The frequency at which $ X_{C}=R $ is determined by
$$X_{C}=\frac{1}{2 \pi f_{c} C}=R$$
and
$$ f_{c}=\frac{1}{2 \pi R C} $$
For the high-pass $ R-C $ filter, the application of any frequency greater than $ f_{c} $ will result in an output voltage $ V_{o} $ that is at least $ 70.7 \% $ of the magnitude of the input signal.
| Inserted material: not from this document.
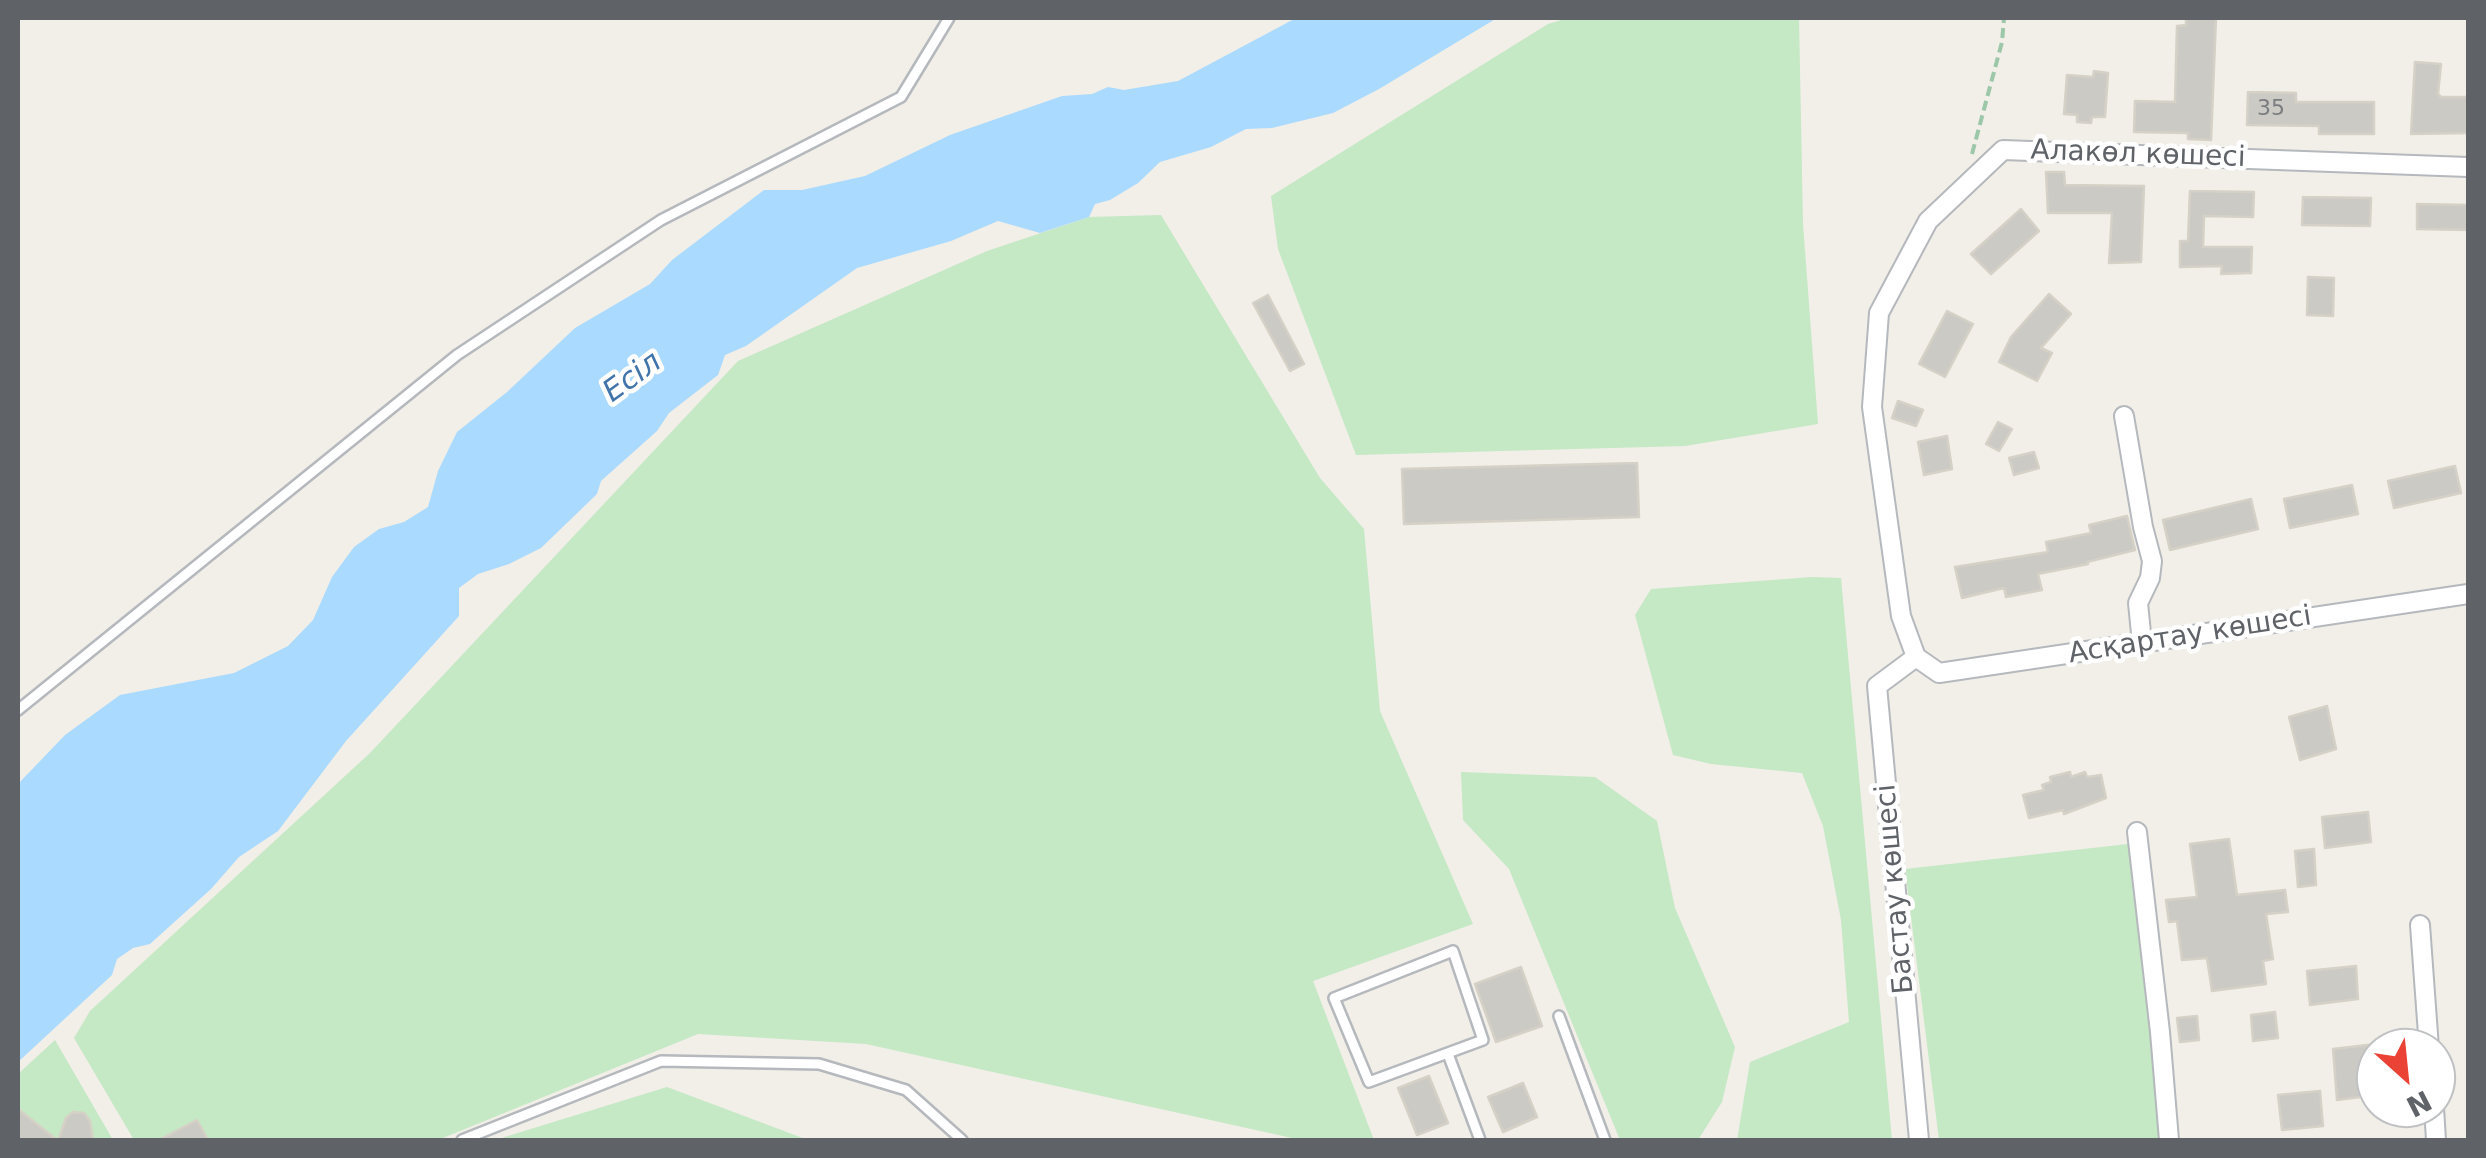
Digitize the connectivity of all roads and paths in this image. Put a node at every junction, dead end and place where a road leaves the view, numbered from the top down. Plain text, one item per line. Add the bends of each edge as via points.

For any frequency below $ f_{c} $, the output is less than $ 70.7 \% $ of the applied signal.
Phase-angle response for the high-pass R-C filter.
Fig. 6: Phase-angle response for the high-pass R-C filter.
For the phase angle, high frequencies result in small values of $ X_{C} $, and the ratio $ X_{C} / R $ will approach zero with $ tan^{-1}\left(X_{C} / R \right) $ approaching $ 0^{\circ} $, as shown in Fig. 6. At low frequencies, the ratio $ X_{C} / R $ becomes quite large, and $ tan ^{-1}\left(X_{C} / R \right) $ approaches $ 90^{\circ} $.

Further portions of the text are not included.